Records from a collection
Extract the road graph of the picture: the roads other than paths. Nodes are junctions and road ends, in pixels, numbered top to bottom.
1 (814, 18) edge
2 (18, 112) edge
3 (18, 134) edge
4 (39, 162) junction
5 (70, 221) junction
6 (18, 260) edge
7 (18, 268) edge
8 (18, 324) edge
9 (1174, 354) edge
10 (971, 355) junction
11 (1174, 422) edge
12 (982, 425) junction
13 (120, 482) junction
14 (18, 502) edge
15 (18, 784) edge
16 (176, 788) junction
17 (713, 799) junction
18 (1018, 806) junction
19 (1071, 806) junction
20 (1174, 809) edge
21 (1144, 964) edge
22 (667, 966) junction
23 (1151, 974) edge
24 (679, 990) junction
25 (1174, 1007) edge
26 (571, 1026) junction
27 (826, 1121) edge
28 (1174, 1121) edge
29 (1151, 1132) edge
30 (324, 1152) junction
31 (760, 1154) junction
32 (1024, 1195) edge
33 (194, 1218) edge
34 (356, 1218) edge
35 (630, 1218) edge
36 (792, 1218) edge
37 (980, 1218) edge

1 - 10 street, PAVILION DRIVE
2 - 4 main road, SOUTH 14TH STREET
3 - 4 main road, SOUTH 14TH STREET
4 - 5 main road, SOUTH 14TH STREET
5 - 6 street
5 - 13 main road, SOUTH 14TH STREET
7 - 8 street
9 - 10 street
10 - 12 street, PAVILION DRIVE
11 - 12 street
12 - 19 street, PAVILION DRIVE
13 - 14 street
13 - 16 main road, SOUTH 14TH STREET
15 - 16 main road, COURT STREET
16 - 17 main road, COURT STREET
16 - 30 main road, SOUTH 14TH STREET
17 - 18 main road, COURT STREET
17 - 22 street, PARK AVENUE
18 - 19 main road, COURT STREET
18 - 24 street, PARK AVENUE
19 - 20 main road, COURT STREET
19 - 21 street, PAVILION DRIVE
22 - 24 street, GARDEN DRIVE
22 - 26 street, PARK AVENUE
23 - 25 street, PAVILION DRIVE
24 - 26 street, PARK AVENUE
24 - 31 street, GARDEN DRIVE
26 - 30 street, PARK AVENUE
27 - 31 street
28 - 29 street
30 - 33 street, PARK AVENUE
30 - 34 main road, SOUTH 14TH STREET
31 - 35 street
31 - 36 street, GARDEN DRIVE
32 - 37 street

==

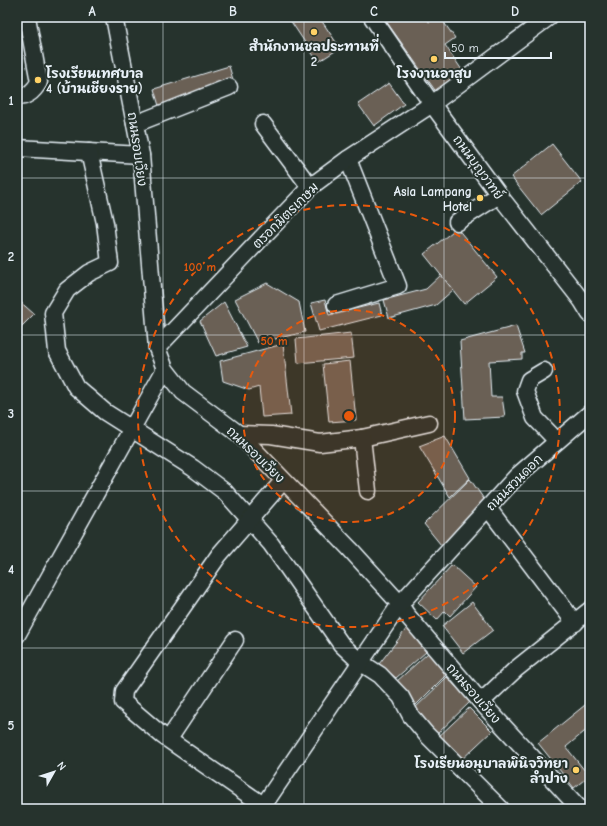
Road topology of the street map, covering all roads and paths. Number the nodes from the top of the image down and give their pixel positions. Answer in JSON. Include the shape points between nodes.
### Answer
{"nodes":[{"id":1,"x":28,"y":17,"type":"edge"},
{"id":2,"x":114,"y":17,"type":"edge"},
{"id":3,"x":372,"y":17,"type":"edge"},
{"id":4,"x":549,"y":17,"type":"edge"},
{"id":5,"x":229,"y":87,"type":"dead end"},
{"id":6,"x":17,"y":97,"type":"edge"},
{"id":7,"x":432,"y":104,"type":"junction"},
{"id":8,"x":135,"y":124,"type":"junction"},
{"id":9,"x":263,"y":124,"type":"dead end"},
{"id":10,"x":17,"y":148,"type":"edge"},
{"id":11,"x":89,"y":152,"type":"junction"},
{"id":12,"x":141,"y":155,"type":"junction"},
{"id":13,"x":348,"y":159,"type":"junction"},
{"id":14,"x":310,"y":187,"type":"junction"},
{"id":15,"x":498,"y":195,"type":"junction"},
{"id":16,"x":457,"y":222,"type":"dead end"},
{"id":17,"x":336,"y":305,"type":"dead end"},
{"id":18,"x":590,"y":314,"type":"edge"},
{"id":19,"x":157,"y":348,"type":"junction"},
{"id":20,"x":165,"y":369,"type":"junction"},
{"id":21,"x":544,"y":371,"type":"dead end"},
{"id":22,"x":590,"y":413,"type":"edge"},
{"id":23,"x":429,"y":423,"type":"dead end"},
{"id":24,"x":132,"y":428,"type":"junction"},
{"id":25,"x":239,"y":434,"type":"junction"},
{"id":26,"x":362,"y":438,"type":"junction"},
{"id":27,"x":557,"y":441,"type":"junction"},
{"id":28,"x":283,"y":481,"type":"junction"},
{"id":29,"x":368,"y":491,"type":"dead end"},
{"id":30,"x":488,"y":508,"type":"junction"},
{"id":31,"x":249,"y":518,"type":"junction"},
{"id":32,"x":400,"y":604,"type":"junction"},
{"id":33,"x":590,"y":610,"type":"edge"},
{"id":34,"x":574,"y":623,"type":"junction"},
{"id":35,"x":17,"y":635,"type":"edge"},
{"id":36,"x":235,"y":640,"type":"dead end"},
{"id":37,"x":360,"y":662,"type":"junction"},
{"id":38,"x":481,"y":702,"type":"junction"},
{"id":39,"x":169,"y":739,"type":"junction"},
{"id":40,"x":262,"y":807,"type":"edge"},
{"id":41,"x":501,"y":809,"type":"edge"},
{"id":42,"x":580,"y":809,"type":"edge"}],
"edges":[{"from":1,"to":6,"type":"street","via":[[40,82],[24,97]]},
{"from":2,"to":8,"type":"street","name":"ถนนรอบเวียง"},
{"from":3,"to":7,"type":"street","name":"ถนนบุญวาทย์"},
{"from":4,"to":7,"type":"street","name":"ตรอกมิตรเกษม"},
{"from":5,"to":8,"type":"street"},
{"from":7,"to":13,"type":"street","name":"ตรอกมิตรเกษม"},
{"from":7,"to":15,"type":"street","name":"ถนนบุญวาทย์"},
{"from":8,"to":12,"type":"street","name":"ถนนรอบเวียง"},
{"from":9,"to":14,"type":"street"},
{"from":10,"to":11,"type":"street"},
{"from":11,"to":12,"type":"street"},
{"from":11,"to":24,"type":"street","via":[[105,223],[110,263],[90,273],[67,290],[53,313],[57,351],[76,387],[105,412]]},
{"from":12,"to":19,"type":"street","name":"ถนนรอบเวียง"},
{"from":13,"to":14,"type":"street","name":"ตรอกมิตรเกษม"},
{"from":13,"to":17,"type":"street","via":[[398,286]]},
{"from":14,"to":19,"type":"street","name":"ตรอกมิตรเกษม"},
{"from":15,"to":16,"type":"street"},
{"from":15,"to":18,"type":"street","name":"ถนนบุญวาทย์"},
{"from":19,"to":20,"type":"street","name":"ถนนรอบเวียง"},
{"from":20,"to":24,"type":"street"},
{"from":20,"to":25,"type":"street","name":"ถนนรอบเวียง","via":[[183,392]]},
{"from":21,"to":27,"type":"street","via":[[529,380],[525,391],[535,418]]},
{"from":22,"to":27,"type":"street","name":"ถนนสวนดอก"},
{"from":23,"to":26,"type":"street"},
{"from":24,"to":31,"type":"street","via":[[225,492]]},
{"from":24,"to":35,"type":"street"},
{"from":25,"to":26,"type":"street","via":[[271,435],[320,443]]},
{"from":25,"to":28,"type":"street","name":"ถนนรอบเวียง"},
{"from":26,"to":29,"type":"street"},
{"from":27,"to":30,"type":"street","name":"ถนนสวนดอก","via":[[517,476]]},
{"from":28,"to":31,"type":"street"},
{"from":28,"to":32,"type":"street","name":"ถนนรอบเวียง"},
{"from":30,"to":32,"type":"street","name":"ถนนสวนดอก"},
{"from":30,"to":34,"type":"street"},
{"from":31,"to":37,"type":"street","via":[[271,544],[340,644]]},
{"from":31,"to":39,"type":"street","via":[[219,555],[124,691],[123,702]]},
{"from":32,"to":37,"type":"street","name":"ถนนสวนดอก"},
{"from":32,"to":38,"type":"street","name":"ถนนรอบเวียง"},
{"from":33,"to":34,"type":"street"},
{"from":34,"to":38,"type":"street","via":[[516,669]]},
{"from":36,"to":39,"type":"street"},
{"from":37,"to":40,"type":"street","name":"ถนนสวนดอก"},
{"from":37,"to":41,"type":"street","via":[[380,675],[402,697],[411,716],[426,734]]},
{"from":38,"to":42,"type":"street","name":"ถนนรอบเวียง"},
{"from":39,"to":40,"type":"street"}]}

Required work =>
Tally the lines in the records above that contain the word "GARDEN", and give only that number.

Solution for this problem =>
3